产品详情
脂质荧光染色试剂盒(尼罗红法)说明书
货号:R05910
规格:2×50ml
保存:-20℃,避光保存,有效期1年。
产品组成:
名称 | 2×50ml | 保存 | |
试剂(A):脂质固定液 | 50ml | 2-8℃,避光 | |
试剂(B): 染色工作液 | B1:染色储备液 | 0.2ml | -20℃,避光 |
B2:缓冲稀释液 | 40ml | RT,避光 | |
临用前,按 B1:B2=1:200 的比例配制染色工作液,注意避光操作,在1h 内使用完毕。 | |||
产品说明:
脂质是一种低极性(疏水性)的天然大分子混合物,包括脂肪酸及其衍生甘油酯和磷脂,以及固醇类物质,例如胆固醇。细胞浆脂滴的形成是正常细胞生理过程,脂滴由中性脂质构成,通常为甘油三酯脂滴,作为能量储备;少部分为胆固醇酯脂滴,作为过多细胞胆固醇的存储。尼罗红(Nile red)染色剂是一种亲脂性的恶嗪类黄光染料。与腊酯、甘油三酯以及各种脂肪酸等脂类物质结合后,在激发波长543nm的激发下,显示强烈橘黄色荧光(散发波长598m)。同时在紫外光的照射下显示红色。
脂质荧光染色试剂盒(尼罗红法)优点在于提供复合荧光染色液,可同时对脂类物质和细胞核进行组织原位染色。在绿光激发下,脂滴呈橘黄色,在紫外光激发下,细胞核呈蓝色,适用于冰冻切片和细胞样本。本产品为即用型试剂盒,性能稳定,着色清晰灵敏。
自备材料:1×PBS、1.5毫升离心管、荧光显微镜
临用前取出试剂(B1)和试剂(B2)放置恢复至室温,按B1:B2=1:200的比例配制染色工作液,避免光照,然后进行下列操作。
- 冰冻切片染色
- 取出待测的冰冻切片,复温3min。
- 向切片上滴加试剂(A):固定液,铺满整个组织,室温固定15-20min。1×PBS洗3次,每次1min。
- 向切片上滴加染色工作液,室温避光孵育10min。
- 1×PBS清洗切片1-2次,每次30s,至无红色染料脱出。
- 加上盖玻片制备临时切片或使用抗荧光衰减封片剂封片,然后在荧光显微镜下观察:激发波长543nm,散发波长598nm(脂滴着色)和紫外光(核着色)
- 贴壁细胞染色
- 小心吸除培养皿或六孔板里的培养液。
- 小心加入1ml 1×PBS,温柔清洗细胞表面,重复1-2次每次30s。
- 小心吸除培养皿或六孔板里的清洗液。
- 加入1ml 试剂(A):固定液,覆盖细胞表面,固定10-15min。
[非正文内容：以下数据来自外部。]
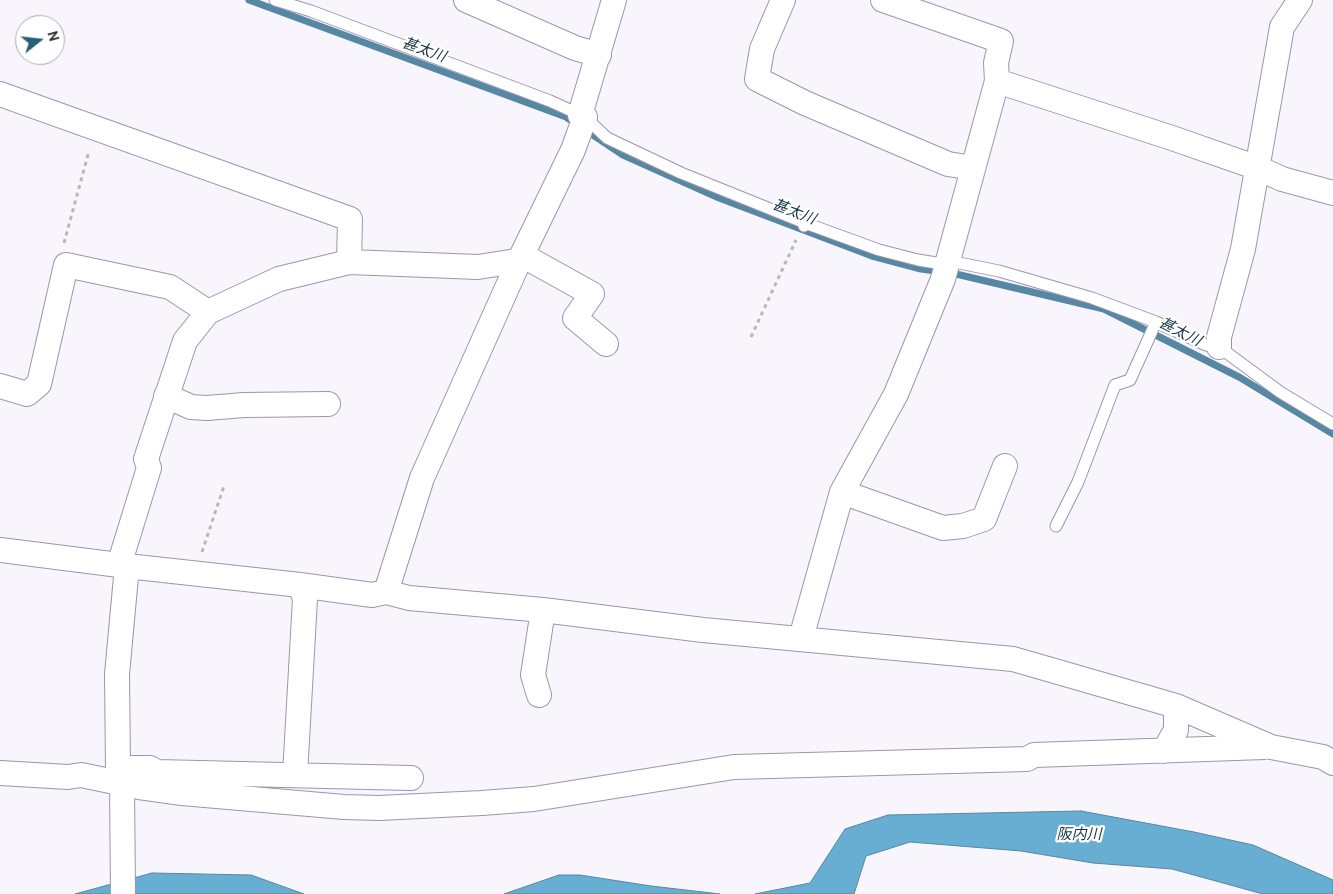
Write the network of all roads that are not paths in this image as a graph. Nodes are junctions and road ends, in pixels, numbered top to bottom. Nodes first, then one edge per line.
1 (275, 0) edge
2 (466, 0) edge
3 (614, 0) edge
4 (783, 0) edge
5 (883, 0) edge
6 (1300, 0) edge
7 (599, 55) junction
8 (997, 80) junction
9 (0, 94) edge
10 (581, 123) junction
11 (973, 168) junction
12 (1258, 168) junction
13 (1333, 193) edge
14 (519, 261) junction
15 (349, 262) junction
16 (946, 269) junction
17 (208, 312) junction
18 (1155, 324) junction
19 (606, 344) dead end
20 (1219, 347) junction
21 (0, 386) edge
22 (166, 396) junction
23 (328, 404) dead end
24 (1333, 424) edge
25 (1005, 466) dead end
26 (842, 492) junction
27 (1056, 526) dead end
28 (0, 550) edge
29 (123, 566) junction
30 (300, 584) junction
31 (386, 592) junction
32 (543, 610) junction
33 (801, 638) junction
34 (540, 695) dead end
35 (1176, 706) junction
36 (1271, 747) junction
37 (1164, 750) junction
38 (1330, 758) edge
39 (0, 773) edge
40 (295, 774) junction
41 (120, 776) junction
42 (411, 778) dead end
43 (122, 894) edge

1 - 10 lane
2 - 7 street
3 - 7 street
4 - 11 street
5 - 8 street
6 - 12 street
7 - 10 street
8 - 11 street
8 - 12 street
9 - 15 street
10 - 14 street
10 - 16 lane
11 - 16 street
12 - 13 street
12 - 20 street
14 - 15 street
14 - 19 street
14 - 31 street
15 - 17 street
16 - 18 lane
16 - 26 street
17 - 21 street
17 - 22 street
18 - 20 lane
18 - 27 lane
20 - 24 lane
22 - 23 street
22 - 29 street
25 - 26 street
26 - 33 street
28 - 29 street
29 - 30 street
29 - 41 street
30 - 31 street
30 - 40 street
31 - 32 street
32 - 33 street
32 - 34 street
33 - 35 street
35 - 36 street
35 - 37 street
36 - 37 street
36 - 38 street
37 - 41 street
39 - 41 street
40 - 41 street
40 - 42 street
41 - 43 street

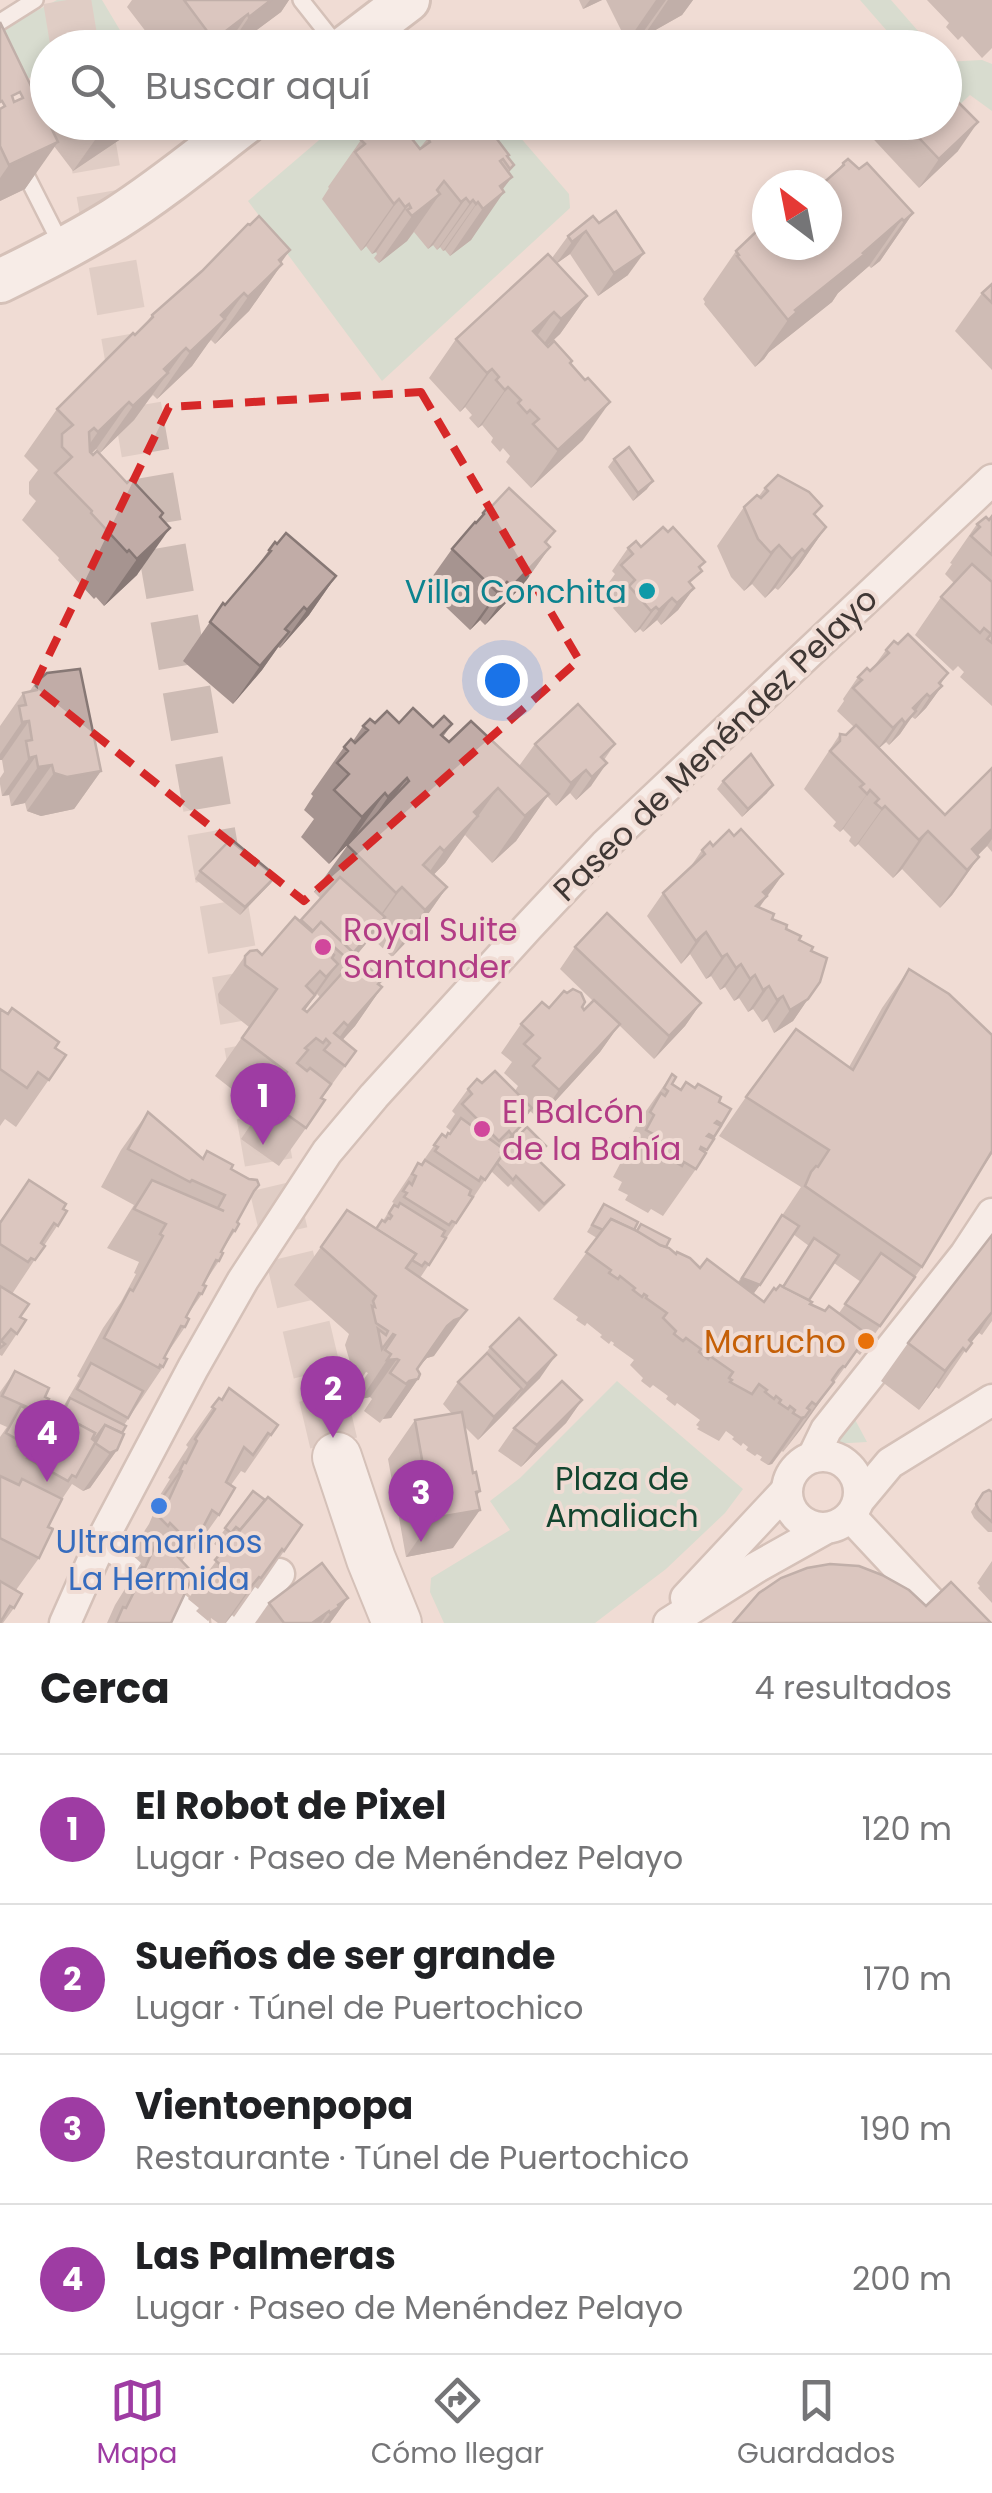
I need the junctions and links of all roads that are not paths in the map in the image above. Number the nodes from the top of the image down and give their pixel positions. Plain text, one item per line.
1 (36, 0) edge
2 (301, 0) edge
3 (408, 0) edge
4 (0, 22) edge
5 (327, 30) edge
6 (367, 30) edge
7 (223, 140) edge
8 (12, 147) edge
9 (64, 250) junction
10 (0, 281) edge
11 (992, 480) edge
12 (992, 1214) edge
13 (992, 1400) edge
14 (337, 1457) tunnel mouth
15 (813, 1457) junction
16 (845, 1462) junction
17 (890, 1463) junction
18 (786, 1492) junction
19 (856, 1508) junction
20 (823, 1530) junction
21 (101, 1542) junction
22 (279, 1574) edge
23 (65, 1623) edge
24 (194, 1623) edge
25 (238, 1623) edge
26 (398, 1623) edge
27 (666, 1623) edge
28 (950, 1623) edge

1 - 4 lane
2 - 5 lane
3 - 6 main road
7 - 9 main road
8 - 9 lane
9 - 10 main road
11 - 21 street, Paseo de Menéndez Pelayo
12 - 15 street
13 - 17 street
14 - 26 main road
15 - 16 street
15 - 18 street
16 - 17 street
16 - 19 street
17 - 19 street
18 - 20 street
18 - 27 street
19 - 20 street
19 - 28 street
20 - 27 street
21 - 23 street, Paseo de Menéndez Pelayo
21 - 24 street
22 - 25 street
小心吸除固定液。
- 加入1ml 1×PBS,清洗细胞表面,重复1-2次。小心吸除清洗液。
- 加入适量染色工作液,室温避光孵育10min,小心吸除染色工作液。
- 小心加入1ml 1×PBS,摇晃清洗细胞表面30s-1min,重复1-2次。
- 最后一次清洗液不弃去,注意避光保存并在30min内用荧光显微镜下观察:激发波长543nm,散发波长598nm(脂滴着色)和紫外光(核着色)。
染色结果:
脂类物质 | 红色或橘黄色荧光 |
细胞核 | 亮蓝色荧光 |
注意事项:
- 染色工作液现用现配,不宜提前配置。
- 根据组织和细胞的差异,可以适当调整染料稀释比例(1:100-1:400),以增强或降低荧光强度。
- 细胞培养液里避免使用脂类物质。染色孵育和观察时,避免强光照射,以免荧光淬灭。
- 使用时,试剂(B1):染色液避免反复冻融,可分装成小规格进行保存。
- 建议染色完成后,即刻进行荧光检测分析,如没有荧光显微镜,可以选择紫外下观察。
- 产品信息仅供参考。本产品仅供科研使用。请勿用于医药、临床诊断或治疗,食品及化妆品等用途。请勿存放于普通住宅区。为了您的安全和健康,请穿好实验服并佩戴一次性手套和口罩操作。